Let me suggest an outline for deriving a transformation, breaking the problem into steps, where the Poincare disc model sits intermediate between the polar coordinate plane model and the upper half plane model. The metric on the Poincare disc model is given by $$ds^2 = \frac{4}{\left( 1 - (x^2+y^2)\right)^2} (dx^2 + dy^2) $$ You can easily convert this formula into polar coordinates on the unit disc, using the ordinary Euclidean--polar coordinate transformations. Noticing that the Poincare disc formula is conformal with respect to the Euclidean metric (i.e. of the form $g(x,y) (dx^2 + dy^2)$), and noticing the rotational symmetry of the Poincare disc metric, you should expect to get a metric of the form $$ds^2 = f(r)^2 (dr^2 + r^2 d\theta^2) $$ where that bit in parentheses is the usual formula for the Euclidean metric expressed in polar coordinates. Of course you'll probably want to work out an explicit formula for $f(r)$; by inspection it ought to be $f(r) = \frac{4}{(1-r^2)^2}$.

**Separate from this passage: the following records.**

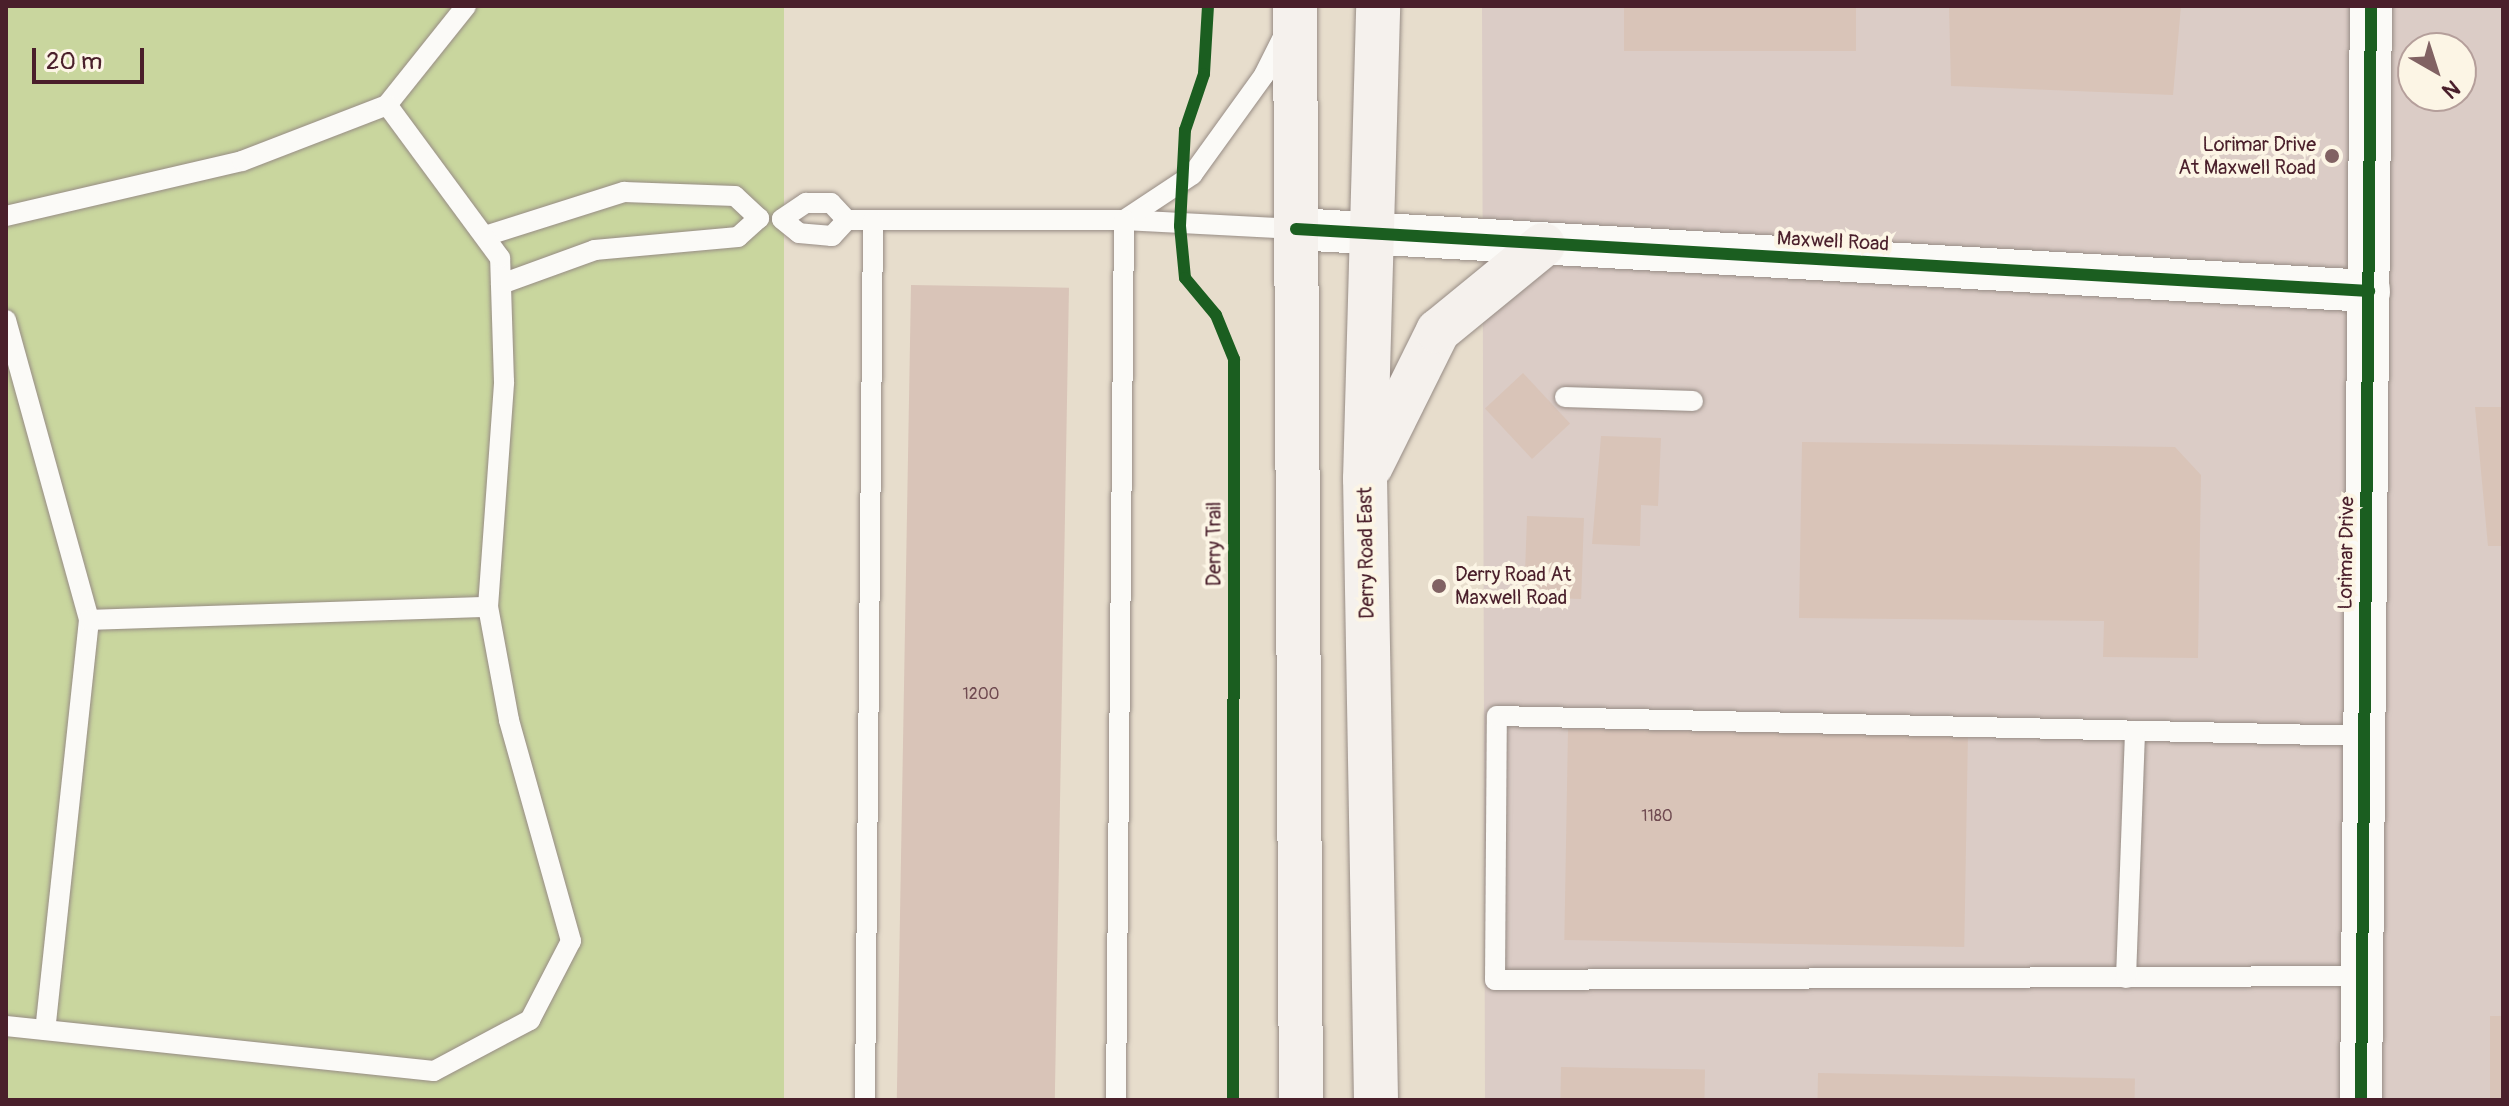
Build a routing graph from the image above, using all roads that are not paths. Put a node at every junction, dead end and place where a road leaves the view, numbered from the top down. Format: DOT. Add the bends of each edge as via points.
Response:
graph roads {
  1 [pos="466,6"];
  2 [pos="1378,6"];
  3 [pos="2371,6"];
  4 [pos="1295,10"];
  5 [pos="387,105"];
  6 [pos="6,216"];
  7 [pos="759,218"];
  8 [pos="782,219"];
  9 [pos="847,220"];
  10 [pos="1124,220"];
  11 [pos="873,221"];
  12 [pos="1296,229"];
  13 [pos="1374,234"];
  14 [pos="485,236"];
  15 [pos="1543,245"];
  16 [pos="501,284"];
  17 [pos="2369,291"];
  18 [pos="6,320"];
  19 [pos="1565,397"];
  20 [pos="1693,401"];
  21 [pos="1365,479"];
  22 [pos="488,607"];
  23 [pos="89,620"];
  24 [pos="2135,731"];
  25 [pos="2365,736"];
  26 [pos="2362,976"];
  27 [pos="2126,978"];
  28 [pos="6,1026"];
  29 [pos="45,1030"];
  30 [pos="865,1100"];
  31 [pos="1116,1100"];
  32 [pos="1301,1100"];
  33 [pos="1376,1100"];
  34 [pos="2361,1100"];
  1 -- 5 [label="lane"];
  2 -- 13 [label="main road, Derry Road East"];
  3 -- 17 [label="street, Lorimar Drive"];
  4 -- 10 [label="lane" via="1264,75 1192,175"];
  4 -- 12 [label="main road"];
  5 -- 6 [label="lane" via="242,161"];
  5 -- 14 [label="lane"];
  7 -- 8 [label="lane"];
  7 -- 14 [label="lane" via="735,196 624,192"];
  7 -- 16 [label="lane" via="738,237 595,250"];
  8 -- 9 [label="lane" via="799,233 832,236"];
  8 -- 9 [label="lane" via="806,203 831,203"];
  9 -- 11 [label="lane"];
  10 -- 11 [label="lane"];
  10 -- 12 [label="lane"];
  10 -- 31 [label="lane"];
  11 -- 30 [label="lane"];
  12 -- 13 [label="street, Maxwell Road"];
  12 -- 32 [label="main road"];
  13 -- 15 [label="street, Maxwell Road"];
  13 -- 21 [label="main road, Derry Road East"];
  14 -- 16 [label="lane" via="500,258"];
  15 -- 17 [label="street, Maxwell Road"];
  15 -- 21 [label="main road" via="1438,331"];
  16 -- 22 [label="lane" via="504,382"];
  17 -- 25 [label="street, Lorimar Drive"];
  18 -- 23 [label="lane"];
  19 -- 20 [label="lane"];
  21 -- 33 [label="main road, Derry Road East"];
  22 -- 23 [label="lane"];
  22 -- 29 [label="lane" via="509,720 571,941 530,1020 434,1071"];
  23 -- 29 [label="lane"];
  24 -- 25 [label="lane"];
  24 -- 27 [label="lane"];
  24 -- 27 [label="lane" via="1497,716 1495,980"];
  25 -- 26 [label="street, Lorimar Drive"];
  26 -- 27 [label="lane"];
  26 -- 34 [label="street, Lorimar Drive"];
  28 -- 29 [label="lane"];
}
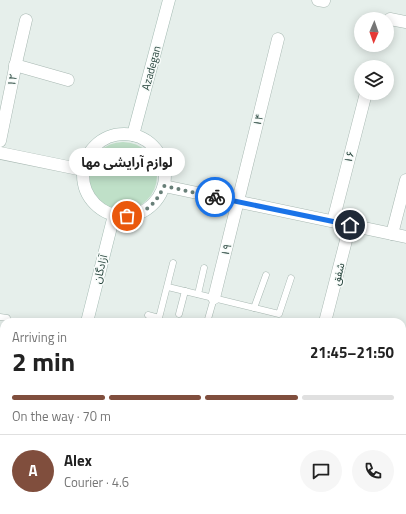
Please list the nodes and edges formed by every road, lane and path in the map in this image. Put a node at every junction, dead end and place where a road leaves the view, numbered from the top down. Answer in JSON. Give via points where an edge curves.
{"nodes":[{"id":1,"x":169,"y":0,"type":"edge"},
{"id":2,"x":26,"y":20,"type":"dead end"},
{"id":3,"x":394,"y":20,"type":"edge"},
{"id":4,"x":406,"y":22,"type":"edge"},
{"id":5,"x":278,"y":39,"type":"dead end"},
{"id":6,"x":15,"y":65,"type":"junction"},
{"id":7,"x":68,"y":80,"type":"dead end"},
{"id":8,"x":364,"y":100,"type":"edge"},
{"id":9,"x":133,"y":135,"type":"junction"},
{"id":10,"x":0,"y":142,"type":"edge"},
{"id":11,"x":0,"y":153,"type":"edge"},
{"id":12,"x":83,"y":170,"type":"junction"},
{"id":13,"x":406,"y":180,"type":"edge"},
{"id":14,"x":164,"y":186,"type":"junction"},
{"id":15,"x":238,"y":202,"type":"junction"},
{"id":16,"x":114,"y":215,"type":"junction"},
{"id":17,"x":333,"y":221,"type":"junction"},
{"id":18,"x":350,"y":225,"type":"junction"},
{"id":19,"x":392,"y":234,"type":"junction"},
{"id":20,"x":406,"y":237,"type":"edge"},
{"id":21,"x":173,"y":263,"type":"dead end"},
{"id":22,"x":204,"y":268,"type":"dead end"},
{"id":23,"x":266,"y":275,"type":"dead end"},
{"id":24,"x":291,"y":278,"type":"dead end"},
{"id":25,"x":168,"y":287,"type":"junction"},
{"id":26,"x":185,"y":291,"type":"junction"},
{"id":27,"x":198,"y":294,"type":"junction"},
{"id":28,"x":214,"y":298,"type":"junction"},
{"id":29,"x":254,"y":308,"type":"junction"},
{"id":30,"x":179,"y":314,"type":"dead end"},
{"id":31,"x":148,"y":315,"type":"dead end"},
{"id":32,"x":0,"y":317,"type":"edge"},
{"id":33,"x":7,"y":318,"type":"dead end"},
{"id":34,"x":88,"y":318,"type":"edge"},
{"id":35,"x":208,"y":318,"type":"edge"},
{"id":36,"x":327,"y":318,"type":"edge"}],
"edges":[{"from":1,"to":9,"type":"street","name":"Azadegan"},
{"from":2,"to":6,"type":"street","name":"۱۲"},
{"from":3,"to":4,"type":"street"},
{"from":5,"to":15,"type":"street","name":"۱۴"},
{"from":6,"to":7,"type":"street"},
{"from":6,"to":10,"type":"street","name":"۱۲"},
{"from":8,"to":17,"type":"street","name":"۱۶"},
{"from":9,"to":12,"type":"street","via":[[110,136],[100,142],[92,149]]},
{"from":9,"to":14,"type":"street","via":[[146,140],[159,155],[165,173]]},
{"from":11,"to":12,"type":"street"},
{"from":12,"to":16,"type":"street","via":[[86,194],[103,211]]},
{"from":13,"to":19,"type":"street"},
{"from":14,"to":15,"type":"street"},
{"from":14,"to":16,"type":"street","via":[[150,207],[139,214]]},
{"from":15,"to":17,"type":"street"},
{"from":15,"to":28,"type":"street","name":"۱۹"},
{"from":16,"to":34,"type":"street","name":"آزادگان"},
{"from":17,"to":18,"type":"street"},
{"from":18,"to":19,"type":"street"},
{"from":18,"to":36,"type":"street","name":"شفق"},
{"from":19,"to":20,"type":"street"},
{"from":21,"to":25,"type":"lane"},
{"from":22,"to":27,"type":"lane"},
{"from":23,"to":29,"type":"lane"},
{"from":24,"to":29,"type":"lane","via":[[279,314]]},
{"from":25,"to":26,"type":"lane"},
{"from":25,"to":31,"type":"lane","via":[[160,318]]},
{"from":26,"to":27,"type":"lane"},
{"from":26,"to":30,"type":"lane"},
{"from":27,"to":28,"type":"lane"},
{"from":28,"to":29,"type":"lane"},
{"from":28,"to":35,"type":"lane"},
{"from":32,"to":33,"type":"lane"}]}
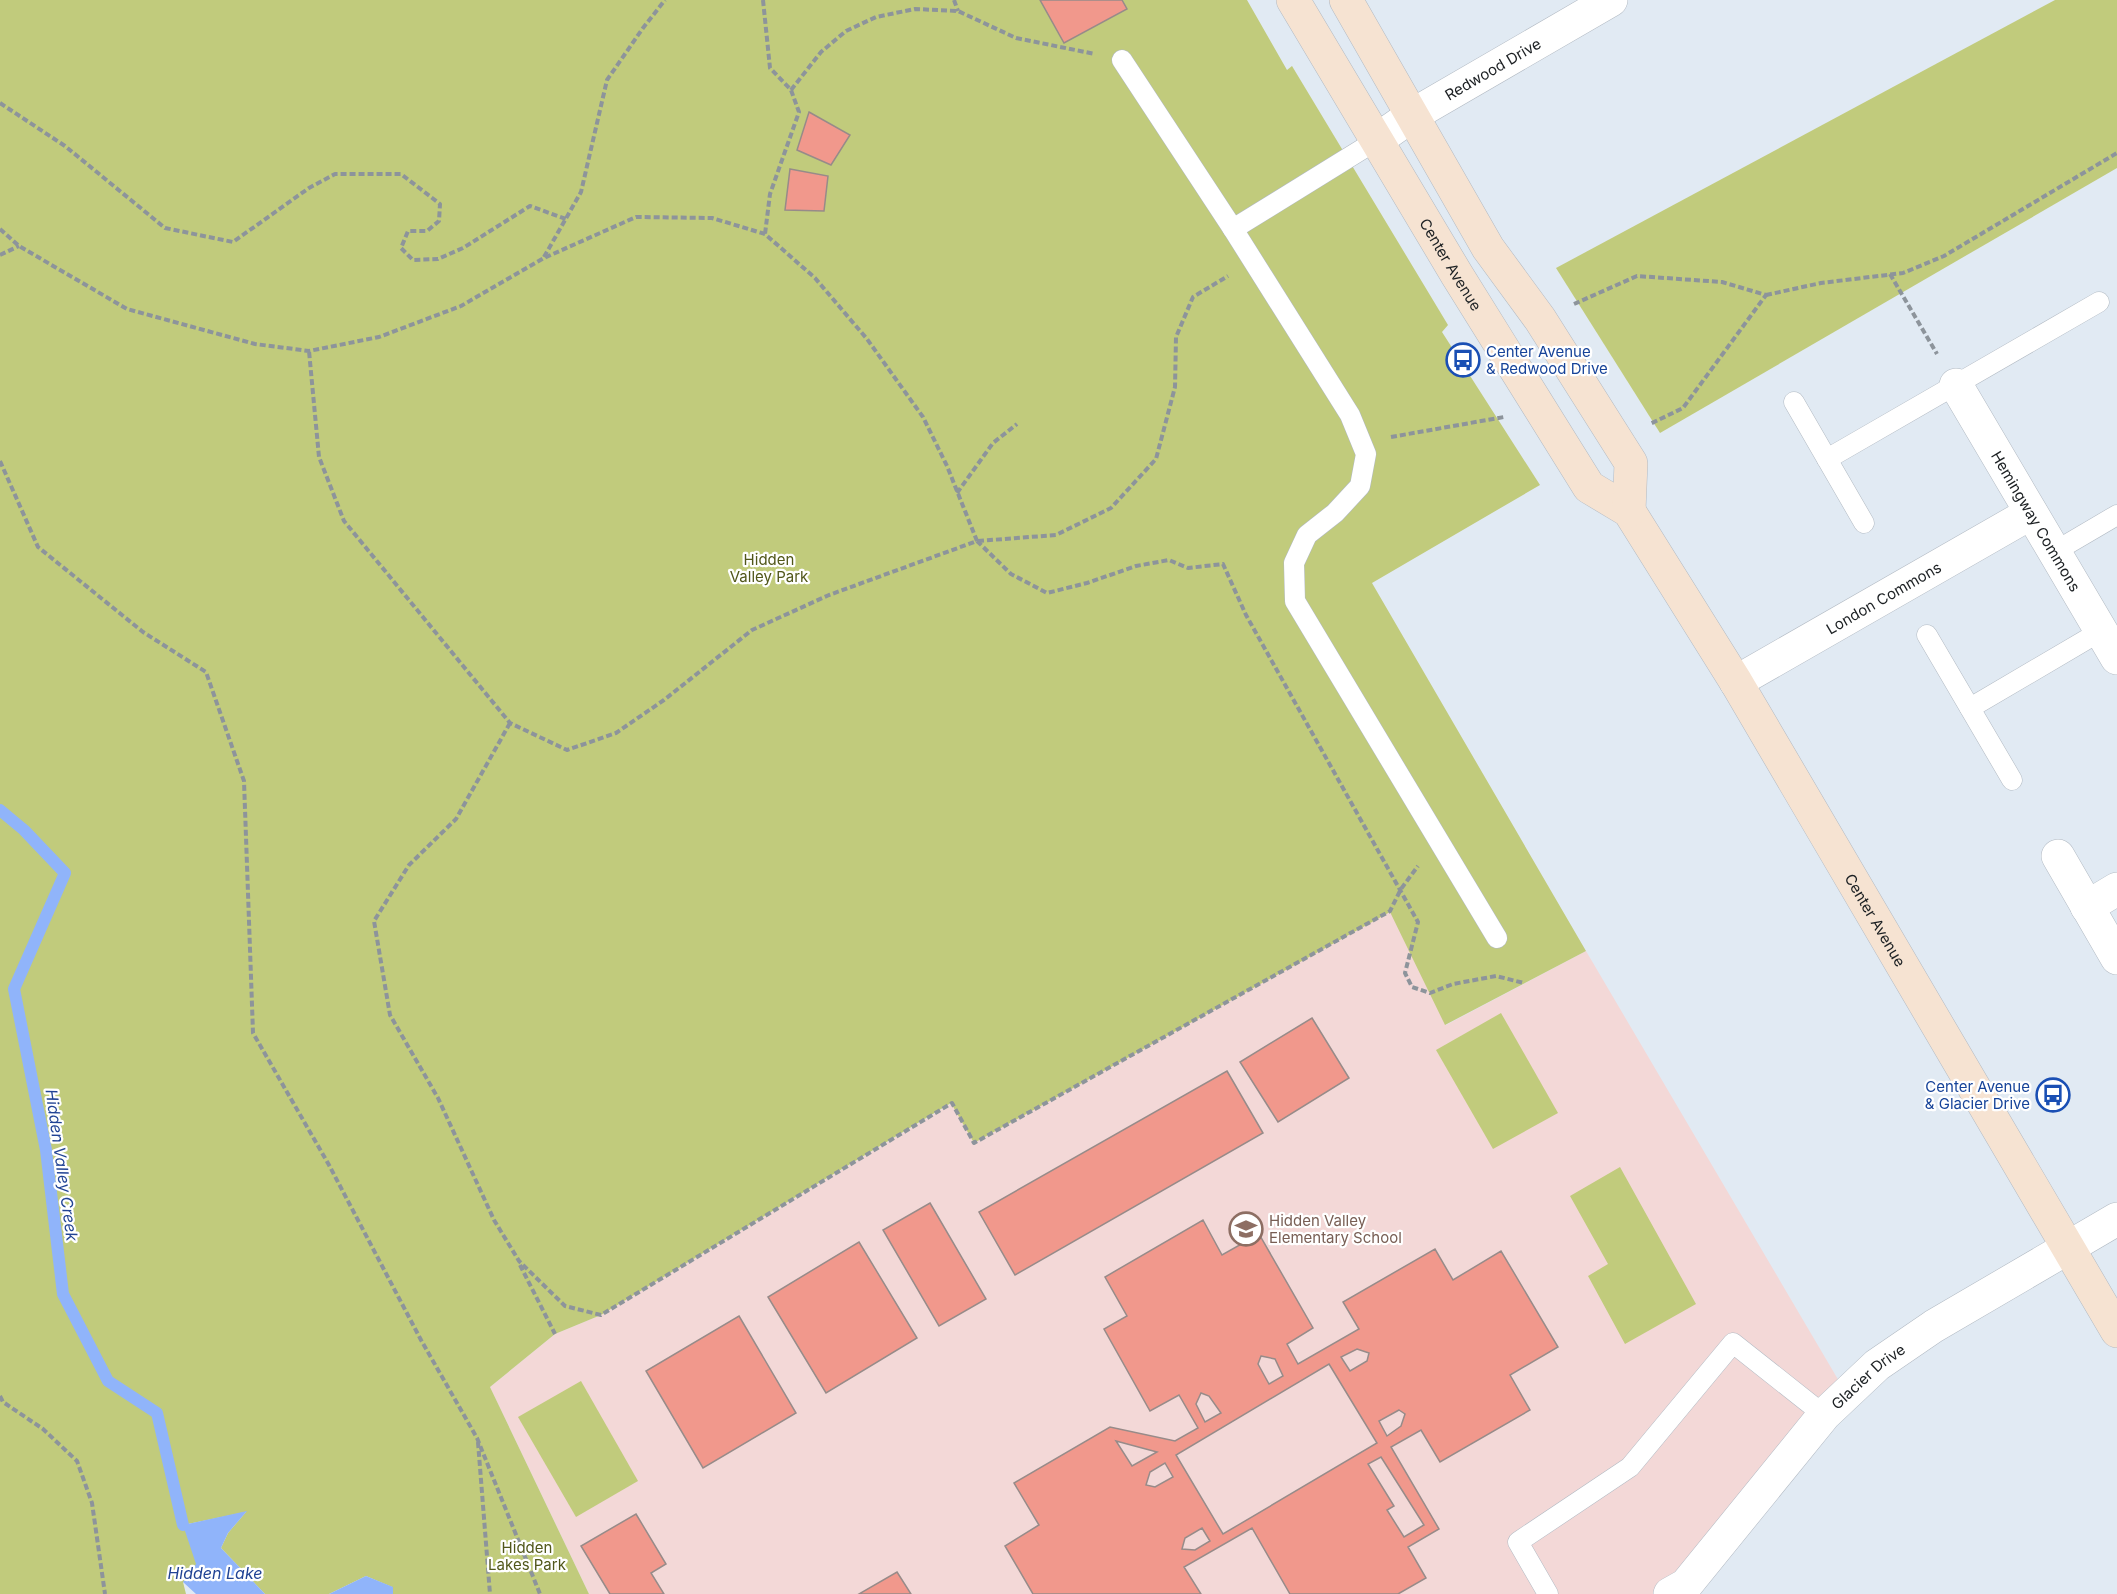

There is a well known formula that relates the Poincare disc metric (expressed in a complex $w=x+iy$ coordinate) to the upper half plane model (also expressed in a complex $z=x+iy$ coordinate), and it is easy to derive for yourself: $$w = \frac{iz+1}{z+i} $$ Perhaps you want to rewrite this in $x,y$ coordinates.

So what remains is to convert the Poincare disc polar coordinate model into the planar polar coordinate model. The circular symmetry of both models suggest that you first set $\theta=\tau$, and then work out the transformation of the radial coordinate $\rho = g(r)$, $g : [0,1) \to [0,\infty)$.